Facing condemnation from allies and foes alike on Capitol Hill, President Trump was outnumbered even in the Oval Office. Top aides gathered to persuade the president to issue a rare walk-back of the comments he'd made raising doubts about U.S. intelligence conclusions of Russian election interference as he stood alongside Vladimir Putin.
Vice President Mike Pence, national security advisor John Bolton and Chief of Staff John F. Kelly stood united in the West Wing on Tuesday in their contention that Trump had some cleanup to do. They brought with them words of alarm from Defense Secretary James N. Mattis and Secretary of State Michael R. Pompeo, as well as from a host of congressional leaders and supporters of the president for whom Trump's public praise of Putin proved to be a bridge too far.
Even for Trump, a leader who has increasingly come to cast off the constraints and guidance of aides, the him-against-the-world position proved untenable. Trump may like doing things his way, eschewing advice and precedent like no president before, but he never likes being alone.
Walking off stage with Putin after their joint news conference in Helsinki, Trump was riding high after his second summit with an adversarial leader in as many months. The highly choreographed affairs had been sought out by the U.S. leader as a way to boost his credibility abroad and his favorability at home, and he believed the latest one had accomplished the task.

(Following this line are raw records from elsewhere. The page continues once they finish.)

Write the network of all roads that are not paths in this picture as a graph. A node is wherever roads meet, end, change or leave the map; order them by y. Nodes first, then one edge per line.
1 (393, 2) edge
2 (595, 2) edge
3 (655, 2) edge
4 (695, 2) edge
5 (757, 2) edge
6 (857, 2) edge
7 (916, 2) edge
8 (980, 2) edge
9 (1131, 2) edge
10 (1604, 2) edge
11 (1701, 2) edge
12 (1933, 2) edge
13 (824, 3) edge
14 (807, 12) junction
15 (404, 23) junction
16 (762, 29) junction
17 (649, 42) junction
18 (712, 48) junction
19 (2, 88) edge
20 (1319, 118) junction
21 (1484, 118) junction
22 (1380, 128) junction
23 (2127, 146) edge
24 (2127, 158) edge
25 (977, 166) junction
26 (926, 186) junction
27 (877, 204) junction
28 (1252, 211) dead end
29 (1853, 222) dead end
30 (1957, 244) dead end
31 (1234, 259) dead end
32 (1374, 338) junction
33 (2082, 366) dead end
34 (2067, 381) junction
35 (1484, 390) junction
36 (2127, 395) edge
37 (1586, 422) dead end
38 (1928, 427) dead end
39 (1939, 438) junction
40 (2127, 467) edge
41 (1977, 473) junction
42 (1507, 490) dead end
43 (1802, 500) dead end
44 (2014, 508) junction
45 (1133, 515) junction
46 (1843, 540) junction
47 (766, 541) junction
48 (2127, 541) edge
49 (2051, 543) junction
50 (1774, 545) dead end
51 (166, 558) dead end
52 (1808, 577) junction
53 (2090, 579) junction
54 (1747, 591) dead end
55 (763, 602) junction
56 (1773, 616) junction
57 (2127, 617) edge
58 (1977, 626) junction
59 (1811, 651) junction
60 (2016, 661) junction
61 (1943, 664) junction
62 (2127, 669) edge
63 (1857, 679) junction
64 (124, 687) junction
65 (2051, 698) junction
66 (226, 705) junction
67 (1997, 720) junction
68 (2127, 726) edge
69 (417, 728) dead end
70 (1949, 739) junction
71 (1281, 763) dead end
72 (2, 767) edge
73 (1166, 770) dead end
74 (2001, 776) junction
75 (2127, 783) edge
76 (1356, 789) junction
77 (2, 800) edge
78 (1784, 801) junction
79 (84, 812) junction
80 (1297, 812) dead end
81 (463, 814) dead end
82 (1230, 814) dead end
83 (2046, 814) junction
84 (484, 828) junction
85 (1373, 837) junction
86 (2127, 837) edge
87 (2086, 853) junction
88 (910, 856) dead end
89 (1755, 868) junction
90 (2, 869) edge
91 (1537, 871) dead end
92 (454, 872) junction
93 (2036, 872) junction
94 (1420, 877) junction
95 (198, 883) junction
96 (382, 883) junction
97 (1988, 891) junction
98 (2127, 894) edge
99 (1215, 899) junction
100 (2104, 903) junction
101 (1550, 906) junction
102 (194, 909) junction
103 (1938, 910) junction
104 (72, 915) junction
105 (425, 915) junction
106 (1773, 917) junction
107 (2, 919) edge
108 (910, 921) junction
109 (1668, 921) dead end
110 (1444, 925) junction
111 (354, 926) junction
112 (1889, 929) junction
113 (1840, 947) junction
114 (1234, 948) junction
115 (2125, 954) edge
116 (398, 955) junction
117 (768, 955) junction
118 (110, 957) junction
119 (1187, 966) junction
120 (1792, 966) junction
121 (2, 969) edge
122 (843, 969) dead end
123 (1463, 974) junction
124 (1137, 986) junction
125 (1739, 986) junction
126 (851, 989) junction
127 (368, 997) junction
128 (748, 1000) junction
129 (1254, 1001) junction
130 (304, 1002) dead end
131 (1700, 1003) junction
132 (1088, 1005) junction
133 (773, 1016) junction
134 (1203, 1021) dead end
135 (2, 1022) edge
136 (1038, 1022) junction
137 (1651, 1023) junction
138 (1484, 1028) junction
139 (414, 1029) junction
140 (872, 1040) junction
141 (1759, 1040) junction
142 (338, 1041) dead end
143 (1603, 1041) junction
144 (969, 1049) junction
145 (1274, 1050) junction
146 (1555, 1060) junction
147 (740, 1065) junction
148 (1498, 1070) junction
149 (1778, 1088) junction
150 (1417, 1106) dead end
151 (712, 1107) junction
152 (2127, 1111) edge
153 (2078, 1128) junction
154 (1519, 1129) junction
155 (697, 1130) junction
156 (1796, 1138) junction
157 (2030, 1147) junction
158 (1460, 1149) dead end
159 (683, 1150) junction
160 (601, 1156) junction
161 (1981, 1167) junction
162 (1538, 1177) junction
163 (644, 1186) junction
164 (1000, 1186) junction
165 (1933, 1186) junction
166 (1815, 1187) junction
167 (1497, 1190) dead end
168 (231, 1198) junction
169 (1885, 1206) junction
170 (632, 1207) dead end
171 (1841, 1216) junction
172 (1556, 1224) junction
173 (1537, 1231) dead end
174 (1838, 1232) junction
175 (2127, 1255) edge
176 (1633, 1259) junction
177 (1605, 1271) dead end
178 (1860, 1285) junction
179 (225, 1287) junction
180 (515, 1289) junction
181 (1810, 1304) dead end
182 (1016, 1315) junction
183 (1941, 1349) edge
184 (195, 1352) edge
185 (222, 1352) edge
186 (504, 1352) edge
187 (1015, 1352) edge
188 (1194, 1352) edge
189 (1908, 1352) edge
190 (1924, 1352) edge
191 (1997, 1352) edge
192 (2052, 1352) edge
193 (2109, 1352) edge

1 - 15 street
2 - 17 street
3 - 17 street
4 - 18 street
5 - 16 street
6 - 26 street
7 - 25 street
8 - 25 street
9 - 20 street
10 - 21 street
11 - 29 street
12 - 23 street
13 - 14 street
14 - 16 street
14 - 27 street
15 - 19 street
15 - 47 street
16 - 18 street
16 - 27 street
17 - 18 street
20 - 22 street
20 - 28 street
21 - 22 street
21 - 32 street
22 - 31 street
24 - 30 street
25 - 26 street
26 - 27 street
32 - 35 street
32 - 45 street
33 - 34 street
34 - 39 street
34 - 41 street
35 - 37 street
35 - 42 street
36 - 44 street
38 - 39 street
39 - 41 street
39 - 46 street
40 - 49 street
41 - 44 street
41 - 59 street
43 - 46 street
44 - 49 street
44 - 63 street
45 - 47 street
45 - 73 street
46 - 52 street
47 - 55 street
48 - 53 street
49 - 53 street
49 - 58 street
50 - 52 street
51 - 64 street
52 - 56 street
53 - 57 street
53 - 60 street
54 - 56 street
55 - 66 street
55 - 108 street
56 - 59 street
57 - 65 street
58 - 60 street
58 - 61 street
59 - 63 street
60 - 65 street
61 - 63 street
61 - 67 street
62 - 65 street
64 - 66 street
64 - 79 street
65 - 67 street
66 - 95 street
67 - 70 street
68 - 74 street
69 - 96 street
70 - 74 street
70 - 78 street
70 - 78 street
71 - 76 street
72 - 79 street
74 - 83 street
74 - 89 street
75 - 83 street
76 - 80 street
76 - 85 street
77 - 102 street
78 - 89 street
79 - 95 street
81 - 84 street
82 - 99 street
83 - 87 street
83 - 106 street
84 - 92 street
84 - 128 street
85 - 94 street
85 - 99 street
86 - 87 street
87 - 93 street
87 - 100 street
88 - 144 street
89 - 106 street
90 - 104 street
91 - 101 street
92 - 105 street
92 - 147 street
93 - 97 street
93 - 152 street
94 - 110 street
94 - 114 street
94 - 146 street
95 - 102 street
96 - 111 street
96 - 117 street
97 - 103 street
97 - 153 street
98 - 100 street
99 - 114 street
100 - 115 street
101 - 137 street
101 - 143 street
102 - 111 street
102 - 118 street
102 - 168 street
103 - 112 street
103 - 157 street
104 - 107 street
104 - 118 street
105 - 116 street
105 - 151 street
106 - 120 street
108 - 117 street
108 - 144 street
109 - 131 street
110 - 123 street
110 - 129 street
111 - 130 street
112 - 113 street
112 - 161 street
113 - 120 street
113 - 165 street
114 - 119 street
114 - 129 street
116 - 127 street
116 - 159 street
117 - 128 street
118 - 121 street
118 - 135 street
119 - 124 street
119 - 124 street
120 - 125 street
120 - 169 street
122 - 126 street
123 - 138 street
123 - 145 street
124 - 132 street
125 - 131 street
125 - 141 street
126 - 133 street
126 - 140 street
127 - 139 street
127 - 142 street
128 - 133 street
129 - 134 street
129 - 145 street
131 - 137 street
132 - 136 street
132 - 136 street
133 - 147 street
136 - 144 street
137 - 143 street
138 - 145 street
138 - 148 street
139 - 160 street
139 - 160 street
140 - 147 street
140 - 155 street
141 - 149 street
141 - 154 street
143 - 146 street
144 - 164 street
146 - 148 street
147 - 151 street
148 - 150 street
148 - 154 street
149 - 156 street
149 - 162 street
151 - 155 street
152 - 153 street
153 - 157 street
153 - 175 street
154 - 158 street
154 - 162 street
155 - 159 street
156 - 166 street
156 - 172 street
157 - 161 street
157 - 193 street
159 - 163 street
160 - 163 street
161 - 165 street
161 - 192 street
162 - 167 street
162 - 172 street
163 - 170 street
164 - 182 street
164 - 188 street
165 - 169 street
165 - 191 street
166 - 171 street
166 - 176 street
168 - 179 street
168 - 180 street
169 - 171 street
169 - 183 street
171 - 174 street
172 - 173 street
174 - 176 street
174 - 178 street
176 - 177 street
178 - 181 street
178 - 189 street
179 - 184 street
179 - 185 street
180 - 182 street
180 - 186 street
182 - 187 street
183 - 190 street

But as Air Force One took off into Finland's endless sunlight on Monday night, Trump's mood darkened.
The president began dialing around to allies and aides and started to stew about negative media coverage, even from usually friendly Fox News, according to five outside allies and Republicans close to the White House not authorized to speak publicly about private conversations.
The reviews he received were muted — Trump rarely takes kindly to direct confrontation — but it was a taste of what awaited him on his return in Washington, where stalwart allies like Senate Majority Leader Mitch McConnell (R-Ky.) and former House Speaker Newt Gingrich were speaking out.
By the time he arrived home, the parade of critical statements had become a stampede, leaving Trump the most isolated he'd been in the White House since last year's controversy over white supremacist protesters in Charlottesville. Some in the president's circle saw parallels in the response to that incident, when the president walked back his August comments critical of "both sides" for protests in the Virginia city, only to later revert to his initial position — that both white supremacists and their detractors shared blame for the violence.
Trump waited 27 hours, sent five tweets and sat for two television interviews after his initial comments in Helsinki before declaring he'd used a confusing "double negative" and mistakenly said "would" instead of "wouldn't" in a key sentence at his news conference about who was responsible for election meddling.
"The sentence should have been: I don't see any reason why I wouldn't — or why it wouldn't be Russia," the president said Tuesday before a meeting with Republican members of Congress.
The next day brought a fresh challenge. Trump appeared to answer "no" to a reporter's question asking whether Russia was still targeting the U.S. Hours later, White House Press Secretary Sarah Huckabee Sanders emerged to say Trump had merely tried to put a stop to the questioning by saying "no," although he continued discussing Russia after that.